Un mouvement porteur d’un imaginaire très puissant

 Le mouvement olympique contemporain est issu d’une riche histoire, où des valeurs fortes de vigueur, de partage, d’amitié, de pureté morale, lui sont assignées. Ces valeurs qualifiées bien souvent de « coubertiniennes », qui attribuent des qualités intrinsèques au sport et à la compétition, sont toujours incarnées dans l’imaginaire collectif par l’olympisme, bien qu’elles aient été rapidement bafouées dans les faits, dès le début du vingtième siècle (Andrieu, op cit). Ainsi, Monreal (1997), concepteur du musée olympique de Lausanne, défend l’existence d’une véritable culture olympique ; il considère que l’olympisme est culture, dans la mesure où il représente un symbole diffusé mondialement, et qu’il créée son propre langage.
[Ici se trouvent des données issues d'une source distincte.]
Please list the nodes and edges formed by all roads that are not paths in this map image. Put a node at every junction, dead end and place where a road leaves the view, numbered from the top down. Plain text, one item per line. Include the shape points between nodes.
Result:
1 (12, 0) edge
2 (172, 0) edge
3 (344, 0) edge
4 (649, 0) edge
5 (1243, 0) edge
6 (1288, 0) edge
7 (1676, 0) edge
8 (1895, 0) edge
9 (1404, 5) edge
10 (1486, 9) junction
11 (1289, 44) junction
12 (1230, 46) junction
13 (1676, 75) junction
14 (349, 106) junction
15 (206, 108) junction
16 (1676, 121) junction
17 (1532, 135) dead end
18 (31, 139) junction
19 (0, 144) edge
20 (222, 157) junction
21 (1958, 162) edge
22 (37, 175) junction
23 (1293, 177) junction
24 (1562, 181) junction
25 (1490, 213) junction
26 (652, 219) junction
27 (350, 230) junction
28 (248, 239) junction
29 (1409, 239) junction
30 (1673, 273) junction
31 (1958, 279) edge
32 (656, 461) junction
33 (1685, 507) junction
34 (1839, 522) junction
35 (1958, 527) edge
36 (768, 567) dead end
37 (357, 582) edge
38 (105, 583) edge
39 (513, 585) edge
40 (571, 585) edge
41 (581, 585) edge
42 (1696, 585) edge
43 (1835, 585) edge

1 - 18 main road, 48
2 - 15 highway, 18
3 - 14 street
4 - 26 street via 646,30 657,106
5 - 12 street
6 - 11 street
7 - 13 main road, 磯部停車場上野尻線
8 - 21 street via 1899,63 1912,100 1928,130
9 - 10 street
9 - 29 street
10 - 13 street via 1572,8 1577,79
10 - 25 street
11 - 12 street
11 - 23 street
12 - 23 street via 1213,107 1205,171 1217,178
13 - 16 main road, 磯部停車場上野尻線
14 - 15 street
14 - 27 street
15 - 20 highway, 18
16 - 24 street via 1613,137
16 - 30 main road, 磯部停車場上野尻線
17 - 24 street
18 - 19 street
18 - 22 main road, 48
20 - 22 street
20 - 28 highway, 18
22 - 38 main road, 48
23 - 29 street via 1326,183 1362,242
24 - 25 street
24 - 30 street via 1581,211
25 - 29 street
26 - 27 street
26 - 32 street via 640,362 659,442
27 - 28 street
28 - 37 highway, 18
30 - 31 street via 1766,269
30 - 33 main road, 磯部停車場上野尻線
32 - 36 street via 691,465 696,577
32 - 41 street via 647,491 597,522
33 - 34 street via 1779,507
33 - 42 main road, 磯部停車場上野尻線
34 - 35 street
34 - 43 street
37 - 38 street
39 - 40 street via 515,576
Positionné à mi-chemin entre un spectacle sportif et un spectacle artistique, ce mouvement aurait une identité culturelle propre, en plus d’un impact planétaire, et un enracinement culturel profond dans la société. Pour lui, le potentiel du mouvement olympique est l’occasion de promouvoir le fairplay, la protection de l’environnement et la paix. La puissance idéologique du mouvement olympique dans le monde social est à mettre en relation avec une conception laudatrice du sport, défendue par certains auteurs dans la littérature. Ainsi, Ehrenberg (1991) soutient le potentiel du sport qui permet à chacun de se réaliser individuellement dans la sphère sociale, en s’affranchissant ainsi du déterminisme de son appartenance sociale. Bromberger (1999) de son côté loue l’aléa des épreuves sportives qui en font tout son intérêt en tant que spectacle, tout en incarnant également l’idée que les sportifs peuvent inverser l’ordre social en s’illustrant dans les épreuves sportives. Ainsi, le sport – et plus encore, les JO, qui incarnent de façon concentrée et surmédiatisée le monde des épreuves sportives – constituerait un mythe égalitaire très puissant (Duret & Trabal, 2001) : le sport représenterait alors symboliquement un « îlot de pureté », où les fédérations internationales et le CIO seraient les « gardiens du temple ». Dans cette perspective, les mouvements sportif et olympique sont porteurs d’une fonction mythologique importante, comme le soulignaient Brohm (1976), ce qui leur confère une aura et un statut rarement discutés ou remis en cause, de par la puissance du mythe qu’ils représentent dans la société.